Optional Telemetry Collectors
Provision these only for deployments that ingest telemetry directly from routers, switches, firewalls, SIEM forwarders, or similar external systems.
| Purpose | Public Port | Protocol | Kubernetes Backend | Cloud Resource Shape | Isolation Note |
|---|---|---|---|---|---|
| Syslog UDP | 514 | UDP | serviceradar-log-collector:514 | UDP Gateway listener or dedicated UDP load balancer | UDP has no hostname/SNI. Use a deployment-specific IP or a deployment-specific port when multiple deployments share infrastructure. |
| Syslog TCP | 514 | TCP | serviceradar-log-collector-tcp:514 | TCP load balancer or Gateway TCP listener | Optional. Enable only when the deployment needs TCP syslog. |
| NetFlow | 2055 | UDP | serviceradar-flow-collector:2055 | Dedicated UDP load balancer or routed private service | NetFlow v9 templates are exporter and collector scoped. Keep exporter affinity stable. |
| sFlow | 6343 | UDP | serviceradar-flow-collector:6343 | Dedicated UDP load balancer or routed private service | Often shares the same collector address as NetFlow. |
| IPFIX alternate port | 4739 | UDP | serviceradar-flow-collector:4739 | Dedicated UDP load balancer or routed private service | Optional. Enable only when exporters require the conventional IPFIX port. |
| SNMP traps | 162 | UDP | serviceradar-trapd:162 | Dedicated UDP load balancer or routed private service | SNMP polling is outbound from agents; only traps need inbound UDP 162. |
| BGP BMP | 11019 | TCP | serviceradar-bmp-collector:11019 | Dedicated TCP load balancer or routed private service | BMP sessions usually come from routers and should be tightly source-restricted. |
For UDP collectors, prefer a deployment-specific IP address when customers expect standard ports such as 514, 162, 2055, or 6343. A shared IP with unique ports can work operationally, but it requires customer device configuration that may be harder to standardize.
Internal Only
These services should remain internal to the ServiceRadar namespace, the cluster, or the platform control plane:
| Service | Port | Reason |
|---|---|---|
serviceradar-web-ng | 4000 | Serve only behind Gateway/ingress. |
serviceradar-core / core-elx | 8090, 50052, 9090 | Internal API, gRPC, and metrics paths. |
serviceradar-datasvc | 50057 | Internal data service. |
| CNPG/PostgreSQL | 5432 | Database access; use private administration paths only. |
| NATS client, monitoring, and cluster ports | 4222, 8222, 6222 | Internal JetStream messaging. External NATS leaf-node access is platform infrastructure, not a default customer ingress. |
| ERTS distribution and epmd | 4369, 9100-9155 | Internal Erlang clustering only. |
| Collector management or metrics ports | varies | Expose through private monitoring only. |
Local development load balancers, direct database access services, and NATS debug access are not part of the baseline Kubernetes ingress model.

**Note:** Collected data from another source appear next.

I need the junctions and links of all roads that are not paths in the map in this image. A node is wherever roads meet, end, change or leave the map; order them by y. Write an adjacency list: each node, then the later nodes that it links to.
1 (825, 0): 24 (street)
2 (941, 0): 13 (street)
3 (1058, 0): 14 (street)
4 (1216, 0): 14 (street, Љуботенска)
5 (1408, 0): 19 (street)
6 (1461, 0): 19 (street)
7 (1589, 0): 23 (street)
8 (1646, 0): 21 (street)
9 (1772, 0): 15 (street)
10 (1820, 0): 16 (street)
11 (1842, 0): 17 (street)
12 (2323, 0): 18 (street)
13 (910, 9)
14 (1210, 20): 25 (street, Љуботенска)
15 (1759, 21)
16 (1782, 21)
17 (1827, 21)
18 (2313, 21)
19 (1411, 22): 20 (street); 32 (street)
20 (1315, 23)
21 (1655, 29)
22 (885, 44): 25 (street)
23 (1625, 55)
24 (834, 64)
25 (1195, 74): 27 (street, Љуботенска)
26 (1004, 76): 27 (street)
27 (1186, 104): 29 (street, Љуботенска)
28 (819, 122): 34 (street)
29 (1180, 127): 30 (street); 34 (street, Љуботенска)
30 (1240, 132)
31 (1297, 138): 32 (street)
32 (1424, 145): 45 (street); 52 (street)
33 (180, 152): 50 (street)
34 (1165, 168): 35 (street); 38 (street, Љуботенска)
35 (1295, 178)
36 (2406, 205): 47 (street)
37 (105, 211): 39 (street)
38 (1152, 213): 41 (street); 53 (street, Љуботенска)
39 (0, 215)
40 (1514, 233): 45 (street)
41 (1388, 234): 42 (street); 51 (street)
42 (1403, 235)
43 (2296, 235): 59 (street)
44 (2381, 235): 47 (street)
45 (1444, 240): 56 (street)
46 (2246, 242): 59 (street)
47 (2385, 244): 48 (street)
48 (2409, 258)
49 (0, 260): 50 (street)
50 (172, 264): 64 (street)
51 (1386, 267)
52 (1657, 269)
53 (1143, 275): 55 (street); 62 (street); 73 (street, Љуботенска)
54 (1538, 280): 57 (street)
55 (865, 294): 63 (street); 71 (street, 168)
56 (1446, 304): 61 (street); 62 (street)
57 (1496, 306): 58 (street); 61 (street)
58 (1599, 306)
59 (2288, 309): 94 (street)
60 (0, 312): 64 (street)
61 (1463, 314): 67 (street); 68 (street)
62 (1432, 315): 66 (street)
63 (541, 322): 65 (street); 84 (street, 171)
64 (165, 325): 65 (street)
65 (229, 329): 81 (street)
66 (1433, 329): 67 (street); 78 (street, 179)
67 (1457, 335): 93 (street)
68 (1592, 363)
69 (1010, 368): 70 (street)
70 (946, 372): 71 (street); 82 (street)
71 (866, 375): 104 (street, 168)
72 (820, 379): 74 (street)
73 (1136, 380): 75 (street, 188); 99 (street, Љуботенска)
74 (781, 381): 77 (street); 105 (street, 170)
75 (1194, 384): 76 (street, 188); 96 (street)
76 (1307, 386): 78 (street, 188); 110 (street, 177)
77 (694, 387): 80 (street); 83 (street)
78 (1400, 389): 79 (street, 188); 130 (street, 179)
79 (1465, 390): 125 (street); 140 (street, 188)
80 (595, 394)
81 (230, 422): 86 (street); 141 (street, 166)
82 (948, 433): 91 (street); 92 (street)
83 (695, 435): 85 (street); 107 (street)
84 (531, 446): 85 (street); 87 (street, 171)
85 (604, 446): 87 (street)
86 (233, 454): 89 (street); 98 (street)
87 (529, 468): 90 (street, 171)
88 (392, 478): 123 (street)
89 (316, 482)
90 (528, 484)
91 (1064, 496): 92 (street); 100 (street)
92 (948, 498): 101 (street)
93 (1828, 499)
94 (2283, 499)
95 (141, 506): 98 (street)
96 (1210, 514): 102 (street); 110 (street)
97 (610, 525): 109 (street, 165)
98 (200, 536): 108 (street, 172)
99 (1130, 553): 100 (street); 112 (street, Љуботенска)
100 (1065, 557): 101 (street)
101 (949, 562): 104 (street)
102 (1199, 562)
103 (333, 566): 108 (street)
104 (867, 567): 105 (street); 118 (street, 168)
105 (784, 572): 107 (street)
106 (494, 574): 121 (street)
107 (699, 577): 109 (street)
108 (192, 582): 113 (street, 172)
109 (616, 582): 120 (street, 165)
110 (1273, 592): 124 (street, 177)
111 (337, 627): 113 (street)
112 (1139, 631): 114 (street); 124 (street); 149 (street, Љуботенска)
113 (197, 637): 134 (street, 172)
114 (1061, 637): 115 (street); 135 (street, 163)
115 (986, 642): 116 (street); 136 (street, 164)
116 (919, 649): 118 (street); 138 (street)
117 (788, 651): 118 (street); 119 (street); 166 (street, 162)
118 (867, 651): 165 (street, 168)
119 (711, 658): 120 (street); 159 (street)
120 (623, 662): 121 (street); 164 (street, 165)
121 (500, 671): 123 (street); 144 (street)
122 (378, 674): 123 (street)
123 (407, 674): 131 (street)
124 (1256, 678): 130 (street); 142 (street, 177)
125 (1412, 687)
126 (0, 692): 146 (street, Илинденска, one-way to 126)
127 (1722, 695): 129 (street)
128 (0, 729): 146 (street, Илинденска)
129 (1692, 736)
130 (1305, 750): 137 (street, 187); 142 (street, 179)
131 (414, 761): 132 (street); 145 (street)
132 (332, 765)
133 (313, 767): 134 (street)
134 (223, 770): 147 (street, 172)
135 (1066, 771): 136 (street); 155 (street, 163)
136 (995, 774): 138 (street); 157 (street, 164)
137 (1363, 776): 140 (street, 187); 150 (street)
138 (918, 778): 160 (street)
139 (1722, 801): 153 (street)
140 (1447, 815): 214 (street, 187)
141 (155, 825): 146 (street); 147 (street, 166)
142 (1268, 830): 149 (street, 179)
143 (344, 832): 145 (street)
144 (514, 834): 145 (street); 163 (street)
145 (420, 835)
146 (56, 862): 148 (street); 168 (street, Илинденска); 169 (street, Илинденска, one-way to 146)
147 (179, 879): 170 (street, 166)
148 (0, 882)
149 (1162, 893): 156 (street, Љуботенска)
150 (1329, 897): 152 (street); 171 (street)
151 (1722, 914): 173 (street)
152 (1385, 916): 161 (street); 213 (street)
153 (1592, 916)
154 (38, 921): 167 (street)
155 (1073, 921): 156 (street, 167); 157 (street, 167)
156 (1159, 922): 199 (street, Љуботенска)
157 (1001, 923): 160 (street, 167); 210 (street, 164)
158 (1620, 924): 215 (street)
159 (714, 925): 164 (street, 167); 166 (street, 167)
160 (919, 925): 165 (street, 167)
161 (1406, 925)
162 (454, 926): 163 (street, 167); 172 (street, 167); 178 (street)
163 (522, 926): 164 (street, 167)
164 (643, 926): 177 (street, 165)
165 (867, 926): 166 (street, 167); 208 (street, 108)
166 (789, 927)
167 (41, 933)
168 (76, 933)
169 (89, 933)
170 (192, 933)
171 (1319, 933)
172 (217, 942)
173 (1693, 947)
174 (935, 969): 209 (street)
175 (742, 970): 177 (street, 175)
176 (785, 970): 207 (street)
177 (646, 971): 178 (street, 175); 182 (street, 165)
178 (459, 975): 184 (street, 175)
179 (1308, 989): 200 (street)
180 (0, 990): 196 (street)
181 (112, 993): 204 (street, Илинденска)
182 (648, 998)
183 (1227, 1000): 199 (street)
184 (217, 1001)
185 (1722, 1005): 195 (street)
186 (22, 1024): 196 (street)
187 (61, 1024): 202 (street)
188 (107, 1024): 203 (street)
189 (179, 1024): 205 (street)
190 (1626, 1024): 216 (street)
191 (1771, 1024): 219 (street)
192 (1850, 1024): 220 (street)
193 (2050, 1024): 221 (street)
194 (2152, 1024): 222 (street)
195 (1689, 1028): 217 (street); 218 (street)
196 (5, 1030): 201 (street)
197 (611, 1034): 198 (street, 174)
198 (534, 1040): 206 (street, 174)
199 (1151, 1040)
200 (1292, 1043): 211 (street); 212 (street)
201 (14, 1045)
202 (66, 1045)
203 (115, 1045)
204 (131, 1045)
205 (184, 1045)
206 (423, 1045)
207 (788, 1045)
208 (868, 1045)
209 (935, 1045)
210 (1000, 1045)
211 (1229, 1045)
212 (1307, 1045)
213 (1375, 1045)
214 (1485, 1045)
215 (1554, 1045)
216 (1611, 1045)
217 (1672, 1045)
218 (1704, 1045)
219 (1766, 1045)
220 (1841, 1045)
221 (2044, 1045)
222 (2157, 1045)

Cloud Provisioning Checklist
For each deployment, decide which ingress entries are enabled and provision:
- DNS records for hostname-routed services.
- TLS certificates for public HTTPS termination.
- L4 load balancers or Gateway listeners for gRPC, TCP, and UDP services.
- Firewall, security group, or load-balancer source CIDR restrictions for collector traffic.
- Kubernetes
HTTPRoute,TLSRoute,UDPRoute, orServiceobjects matching the chosen exposure model. - NetworkPolicy rules that admit only the Gateway data plane or approved source CIDRs to the backend pods.
For Kubernetes-specific values and examples, see Kubernetes External Ingestion. For a compact operator port reference, see Service Port Map.